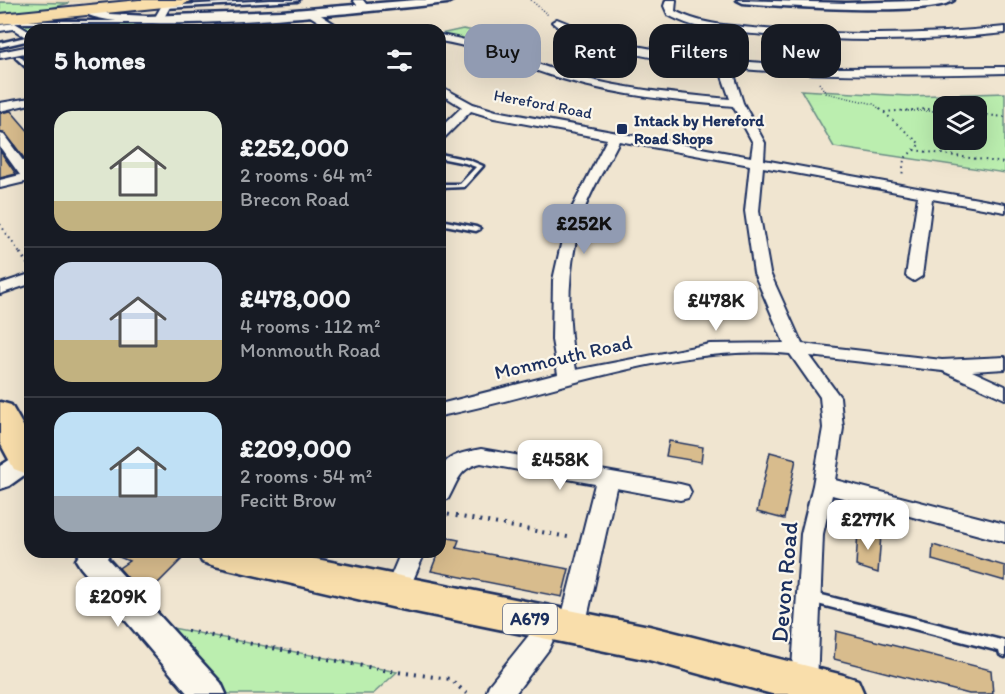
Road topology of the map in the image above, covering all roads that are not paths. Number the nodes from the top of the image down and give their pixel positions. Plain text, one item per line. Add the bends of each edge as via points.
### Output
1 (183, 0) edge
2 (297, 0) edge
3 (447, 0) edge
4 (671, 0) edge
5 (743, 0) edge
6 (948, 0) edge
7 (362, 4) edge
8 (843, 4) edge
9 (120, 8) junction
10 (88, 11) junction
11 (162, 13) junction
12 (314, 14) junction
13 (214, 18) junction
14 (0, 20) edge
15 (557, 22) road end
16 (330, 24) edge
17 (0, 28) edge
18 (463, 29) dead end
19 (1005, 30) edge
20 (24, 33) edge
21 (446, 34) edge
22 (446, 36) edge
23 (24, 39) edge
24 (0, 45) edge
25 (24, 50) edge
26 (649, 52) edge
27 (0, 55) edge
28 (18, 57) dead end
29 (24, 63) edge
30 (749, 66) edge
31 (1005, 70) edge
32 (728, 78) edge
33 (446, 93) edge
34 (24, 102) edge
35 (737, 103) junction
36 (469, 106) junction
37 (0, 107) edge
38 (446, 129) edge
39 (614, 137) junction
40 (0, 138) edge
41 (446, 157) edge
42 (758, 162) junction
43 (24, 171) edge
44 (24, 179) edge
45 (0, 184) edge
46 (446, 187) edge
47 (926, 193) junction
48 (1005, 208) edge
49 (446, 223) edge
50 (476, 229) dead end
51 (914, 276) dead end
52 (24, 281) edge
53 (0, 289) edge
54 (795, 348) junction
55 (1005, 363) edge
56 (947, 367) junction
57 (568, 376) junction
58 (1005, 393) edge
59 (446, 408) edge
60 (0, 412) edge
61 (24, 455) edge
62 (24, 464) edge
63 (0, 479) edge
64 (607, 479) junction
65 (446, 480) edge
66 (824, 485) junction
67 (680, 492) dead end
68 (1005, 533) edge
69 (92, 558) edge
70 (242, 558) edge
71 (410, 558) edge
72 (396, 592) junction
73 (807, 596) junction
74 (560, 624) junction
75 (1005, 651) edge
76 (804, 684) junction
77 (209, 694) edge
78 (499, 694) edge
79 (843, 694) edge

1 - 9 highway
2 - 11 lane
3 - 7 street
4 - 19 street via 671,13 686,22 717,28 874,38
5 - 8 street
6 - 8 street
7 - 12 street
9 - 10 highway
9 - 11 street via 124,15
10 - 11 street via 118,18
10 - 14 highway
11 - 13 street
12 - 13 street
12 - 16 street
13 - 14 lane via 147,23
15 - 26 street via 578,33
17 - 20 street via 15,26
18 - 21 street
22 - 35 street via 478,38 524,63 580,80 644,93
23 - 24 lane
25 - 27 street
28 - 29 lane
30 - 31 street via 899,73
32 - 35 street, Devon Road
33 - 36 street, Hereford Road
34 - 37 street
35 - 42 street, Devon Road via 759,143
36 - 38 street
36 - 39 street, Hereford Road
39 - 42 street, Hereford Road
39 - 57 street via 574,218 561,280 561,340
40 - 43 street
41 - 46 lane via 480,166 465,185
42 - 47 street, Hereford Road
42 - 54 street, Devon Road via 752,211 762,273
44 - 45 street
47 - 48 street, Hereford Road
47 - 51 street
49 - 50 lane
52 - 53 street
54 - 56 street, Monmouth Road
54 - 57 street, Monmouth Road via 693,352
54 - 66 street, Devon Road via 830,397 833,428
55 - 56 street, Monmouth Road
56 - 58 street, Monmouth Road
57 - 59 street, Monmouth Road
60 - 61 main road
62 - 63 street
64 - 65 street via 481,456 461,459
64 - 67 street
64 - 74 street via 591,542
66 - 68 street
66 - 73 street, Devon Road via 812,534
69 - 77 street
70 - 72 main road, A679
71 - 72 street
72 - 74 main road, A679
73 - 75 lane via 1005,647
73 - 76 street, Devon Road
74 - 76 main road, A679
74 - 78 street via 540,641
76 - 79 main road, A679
====
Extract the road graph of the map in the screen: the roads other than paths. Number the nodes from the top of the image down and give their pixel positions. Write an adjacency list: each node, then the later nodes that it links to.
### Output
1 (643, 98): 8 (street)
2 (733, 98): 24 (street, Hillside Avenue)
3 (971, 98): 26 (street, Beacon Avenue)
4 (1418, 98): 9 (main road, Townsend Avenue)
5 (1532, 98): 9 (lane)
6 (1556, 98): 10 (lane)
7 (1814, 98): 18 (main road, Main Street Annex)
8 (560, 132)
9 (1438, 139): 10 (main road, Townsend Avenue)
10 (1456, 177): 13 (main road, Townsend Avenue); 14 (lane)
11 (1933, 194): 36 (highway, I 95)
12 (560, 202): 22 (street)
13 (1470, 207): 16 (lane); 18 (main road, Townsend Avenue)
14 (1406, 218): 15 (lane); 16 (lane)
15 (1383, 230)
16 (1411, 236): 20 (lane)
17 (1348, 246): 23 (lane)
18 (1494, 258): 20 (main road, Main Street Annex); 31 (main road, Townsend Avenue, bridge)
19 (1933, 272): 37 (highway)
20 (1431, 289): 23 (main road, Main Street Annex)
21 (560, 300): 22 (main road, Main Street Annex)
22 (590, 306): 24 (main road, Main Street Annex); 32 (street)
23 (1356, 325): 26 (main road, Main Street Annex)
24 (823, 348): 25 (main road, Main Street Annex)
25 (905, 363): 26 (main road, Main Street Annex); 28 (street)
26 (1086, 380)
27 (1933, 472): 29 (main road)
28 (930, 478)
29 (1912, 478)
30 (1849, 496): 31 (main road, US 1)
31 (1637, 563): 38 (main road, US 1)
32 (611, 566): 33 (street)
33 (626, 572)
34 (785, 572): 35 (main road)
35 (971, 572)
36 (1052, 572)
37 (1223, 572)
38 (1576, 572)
====
§ **WORK ORDER**:
Return every line from the entries that holds the string "Townsend".

§ **FINISHED TASK**:
4 (1418, 98): 9 (main road, Townsend Avenue)
9 (1438, 139): 10 (main road, Townsend Avenue)
10 (1456, 177): 13 (main road, Townsend Avenue); 14 (lane)
13 (1470, 207): 16 (lane); 18 (main road, Townsend Avenue)
18 (1494, 258): 20 (main road, Main Street Annex); 31 (main road, Townsend Avenue, bridge)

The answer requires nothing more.